Lei Mao bio photo

Lei Mao

Machine Learning, Artificial Intelligence, Computer Science.

Twitter Facebook LinkedIn GitHub   G. Scholar E-Mail RSS

Introduction

PyTorch has relatively simple interface for distributed training. To do distributed training, the model would just have to be wrapped using DistributedDataParallel and the training script would just have to be launched using torch.distributed.launch. Although PyTorch has offered a series of tutorials on distributed training, I found it insufficient or overwhelming to help the beginners to do state-of-the-art PyTorch distributed training. Some key details were missing and the usages of Docker container in distributed training were not mentioned at all.


In this blog post, I would like to present a simple implementation of PyTorch distributed training on CIFAR-10 classification using DistributedDataParallel wrapped ResNet models. The usage of Docker container for distributed training and how to start distributed training using torch.distributed.launch would also be covered.

Examples

Source Code

The entire training script consists of a hundred lines of code. Most of the code should be easy to understand.

import torch
from torch.utils.data.distributed import DistributedSampler
from torch.utils.data import DataLoader
import torch.nn as nn
import torch.optim as optim

import torchvision
import torchvision.transforms as transforms

import argparse
import os
import random
import numpy as np

def set_random_seeds(random_seed=0):

    torch.manual_seed(random_seed)
    torch.backends.cudnn.deterministic = True
    torch.backends.cudnn.benchmark = False
    np.random.seed(random_seed)
    random.seed(random_seed)

def evaluate(model, device, test_loader):

    model.eval()

    correct = 0
    total = 0
    with torch.no_grad():
        for data in test_loader:
            images, labels = data[0].to(device), data[1].to(device)
            outputs = model(images)
            _, predicted = torch.max(outputs.data, 1)
            total += labels.size(0)
            correct += (predicted == labels).sum().item()
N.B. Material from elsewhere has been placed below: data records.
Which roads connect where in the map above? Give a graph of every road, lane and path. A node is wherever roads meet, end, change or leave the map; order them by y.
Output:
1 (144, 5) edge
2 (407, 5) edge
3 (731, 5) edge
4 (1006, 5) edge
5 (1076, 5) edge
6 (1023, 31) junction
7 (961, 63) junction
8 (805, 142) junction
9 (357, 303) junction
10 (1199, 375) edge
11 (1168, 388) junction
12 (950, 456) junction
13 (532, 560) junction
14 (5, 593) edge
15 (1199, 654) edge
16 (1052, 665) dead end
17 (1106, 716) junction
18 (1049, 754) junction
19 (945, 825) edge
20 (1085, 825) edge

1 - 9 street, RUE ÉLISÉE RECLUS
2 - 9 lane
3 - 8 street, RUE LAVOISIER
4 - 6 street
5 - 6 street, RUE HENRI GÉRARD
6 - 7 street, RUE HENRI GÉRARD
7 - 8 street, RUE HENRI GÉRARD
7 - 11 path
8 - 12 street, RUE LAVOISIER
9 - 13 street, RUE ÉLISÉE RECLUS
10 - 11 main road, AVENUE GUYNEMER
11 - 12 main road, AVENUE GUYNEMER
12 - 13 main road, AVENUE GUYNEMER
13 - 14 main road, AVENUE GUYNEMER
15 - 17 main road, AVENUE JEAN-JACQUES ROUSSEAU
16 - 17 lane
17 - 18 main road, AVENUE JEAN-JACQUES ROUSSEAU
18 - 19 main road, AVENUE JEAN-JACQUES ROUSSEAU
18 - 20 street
    accuracy = correct / total

    return accuracy

def main():

    num_epochs_default = 10000
    batch_size_default = 256 # 1024
    learning_rate_default = 0.1
    random_seed_default = 0
    model_dir_default = "saved_models"
    model_filename_default = "resnet_distributed.pth"

    # Each process runs on 1 GPU device specified by the local_rank argument.
    parser = argparse.ArgumentParser(formatter_class=argparse.ArgumentDefaultsHelpFormatter)
    parser.add_argument("--local_rank", type=int, help="Local rank. Necessary for using the torch.distributed.launch utility.")
    parser.add_argument("--num_epochs", type=int, help="Number of training epochs.", default=num_epochs_default)
    parser.add_argument("--batch_size", type=int, help="Training batch size for one process.", default=batch_size_default)
    parser.add_argument("--learning_rate", type=float, help="Learning rate.", default=learning_rate_default)
    parser.add_argument("--random_seed", type=int, help="Random seed.", default=random_seed_default)
    parser.add_argument("--model_dir", type=str, help="Directory for saving models.", default=model_dir_default)
    parser.add_argument("--model_filename", type=str, help="Model filename.", default=model_filename_default)
    parser.add_argument("--resume", action="store_true", help="Resume training from saved checkpoint.")
    argv = parser.parse_args()

    local_rank = argv.local_rank
    num_epochs = argv.num_epochs
    batch_size = argv.batch_size
    learning_rate = argv.learning_rate
    random_seed = argv.random_seed
    model_dir = argv.model_dir
    model_filename = argv.model_filename
    resume = argv.resume

    # Create directories outside the PyTorch program
    # Do not create directory here because it is not multiprocess safe
    '''
    if not os.path.exists(model_dir):
        os.makedirs(model_dir)
    '''

    model_filepath = os.path.join(model_dir, model_filename)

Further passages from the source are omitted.